WHAT IS NEEDED:
Look below for the line containing "I need the junctions" and the line containing "Which roads connect"; repeat exactly those two lines and all lines between them, and nothing else.

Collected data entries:
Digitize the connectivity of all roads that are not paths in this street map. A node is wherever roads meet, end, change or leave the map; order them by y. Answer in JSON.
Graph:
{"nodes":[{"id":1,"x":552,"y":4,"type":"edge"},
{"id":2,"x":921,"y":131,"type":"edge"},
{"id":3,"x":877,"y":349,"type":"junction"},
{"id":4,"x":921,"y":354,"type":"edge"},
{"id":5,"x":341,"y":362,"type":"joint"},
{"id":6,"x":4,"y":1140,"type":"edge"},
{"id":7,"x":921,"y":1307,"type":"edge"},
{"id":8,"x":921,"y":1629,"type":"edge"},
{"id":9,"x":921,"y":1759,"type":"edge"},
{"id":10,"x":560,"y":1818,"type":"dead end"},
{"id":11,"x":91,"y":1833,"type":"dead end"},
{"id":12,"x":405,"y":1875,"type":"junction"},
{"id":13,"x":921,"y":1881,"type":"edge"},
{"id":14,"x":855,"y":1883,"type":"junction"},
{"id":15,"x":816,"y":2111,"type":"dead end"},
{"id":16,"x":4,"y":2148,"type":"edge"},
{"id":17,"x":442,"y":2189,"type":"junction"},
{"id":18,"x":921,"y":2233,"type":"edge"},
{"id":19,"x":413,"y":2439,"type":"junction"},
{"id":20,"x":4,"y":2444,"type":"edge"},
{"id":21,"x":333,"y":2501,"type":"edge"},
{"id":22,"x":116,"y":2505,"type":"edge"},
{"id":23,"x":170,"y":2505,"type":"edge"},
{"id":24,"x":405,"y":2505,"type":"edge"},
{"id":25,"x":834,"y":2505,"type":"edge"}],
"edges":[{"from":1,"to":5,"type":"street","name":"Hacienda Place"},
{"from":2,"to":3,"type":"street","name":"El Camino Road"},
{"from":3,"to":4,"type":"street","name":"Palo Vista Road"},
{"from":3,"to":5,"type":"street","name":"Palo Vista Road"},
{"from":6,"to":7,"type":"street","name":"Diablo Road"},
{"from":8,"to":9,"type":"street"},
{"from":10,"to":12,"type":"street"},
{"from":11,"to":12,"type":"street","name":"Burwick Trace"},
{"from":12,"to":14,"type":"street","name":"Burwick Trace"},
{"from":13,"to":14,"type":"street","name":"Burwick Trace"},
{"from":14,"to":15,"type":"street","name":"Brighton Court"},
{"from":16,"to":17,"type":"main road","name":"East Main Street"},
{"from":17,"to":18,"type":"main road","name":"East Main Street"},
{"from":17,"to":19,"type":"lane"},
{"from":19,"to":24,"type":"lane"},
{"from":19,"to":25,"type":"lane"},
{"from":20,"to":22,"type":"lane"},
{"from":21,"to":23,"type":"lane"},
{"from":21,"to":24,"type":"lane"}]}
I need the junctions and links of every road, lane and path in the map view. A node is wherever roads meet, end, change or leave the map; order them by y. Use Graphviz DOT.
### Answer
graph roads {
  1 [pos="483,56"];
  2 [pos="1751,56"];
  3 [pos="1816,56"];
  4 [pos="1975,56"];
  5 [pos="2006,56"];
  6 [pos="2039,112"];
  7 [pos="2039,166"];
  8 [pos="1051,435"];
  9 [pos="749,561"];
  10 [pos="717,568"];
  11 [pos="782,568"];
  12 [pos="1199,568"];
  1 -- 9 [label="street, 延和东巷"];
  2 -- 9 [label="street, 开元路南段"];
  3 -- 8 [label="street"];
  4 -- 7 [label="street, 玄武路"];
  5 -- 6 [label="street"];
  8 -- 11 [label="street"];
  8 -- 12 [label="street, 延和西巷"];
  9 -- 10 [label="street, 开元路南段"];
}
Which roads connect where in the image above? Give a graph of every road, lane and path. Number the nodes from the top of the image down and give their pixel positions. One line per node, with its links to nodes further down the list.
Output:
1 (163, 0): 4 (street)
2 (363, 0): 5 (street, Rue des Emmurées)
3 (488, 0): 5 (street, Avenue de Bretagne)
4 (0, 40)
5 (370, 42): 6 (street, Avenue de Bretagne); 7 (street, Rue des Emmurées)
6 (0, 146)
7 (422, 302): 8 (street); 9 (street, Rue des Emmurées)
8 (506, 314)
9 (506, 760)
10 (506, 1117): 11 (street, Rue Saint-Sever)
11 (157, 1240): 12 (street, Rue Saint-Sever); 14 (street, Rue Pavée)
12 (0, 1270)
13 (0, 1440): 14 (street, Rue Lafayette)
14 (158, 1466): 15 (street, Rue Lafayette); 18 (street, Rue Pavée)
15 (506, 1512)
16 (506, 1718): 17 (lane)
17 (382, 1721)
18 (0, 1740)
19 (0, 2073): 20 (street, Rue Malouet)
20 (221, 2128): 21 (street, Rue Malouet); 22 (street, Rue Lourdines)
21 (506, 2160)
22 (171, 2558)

EXERCISE OUTPUT:
I need the junctions and links of every road, lane and path in the map view. A node is wherever roads meet, end, change or leave the map; order them by y. Use Graphviz DOT.
### Answer
graph roads {
  1 [pos="483,56"];
  2 [pos="1751,56"];
  3 [pos="1816,56"];
  4 [pos="1975,56"];
  5 [pos="2006,56"];
  6 [pos="2039,112"];
  7 [pos="2039,166"];
  8 [pos="1051,435"];
  9 [pos="749,561"];
  10 [pos="717,568"];
  11 [pos="782,568"];
  12 [pos="1199,568"];
  1 -- 9 [label="street, 延和东巷"];
  2 -- 9 [label="street, 开元路南段"];
  3 -- 8 [label="street"];
  4 -- 7 [label="street, 玄武路"];
  5 -- 6 [label="street"];
  8 -- 11 [label="street"];
  8 -- 12 [label="street, 延和西巷"];
  9 -- 10 [label="street, 开元路南段"];
}
Which roads connect where in the image above? Give a graph of every road, lane and path. Number the nodes from the top of the image down and give their pixel positions. One line per node, with its links to nodes further down the list.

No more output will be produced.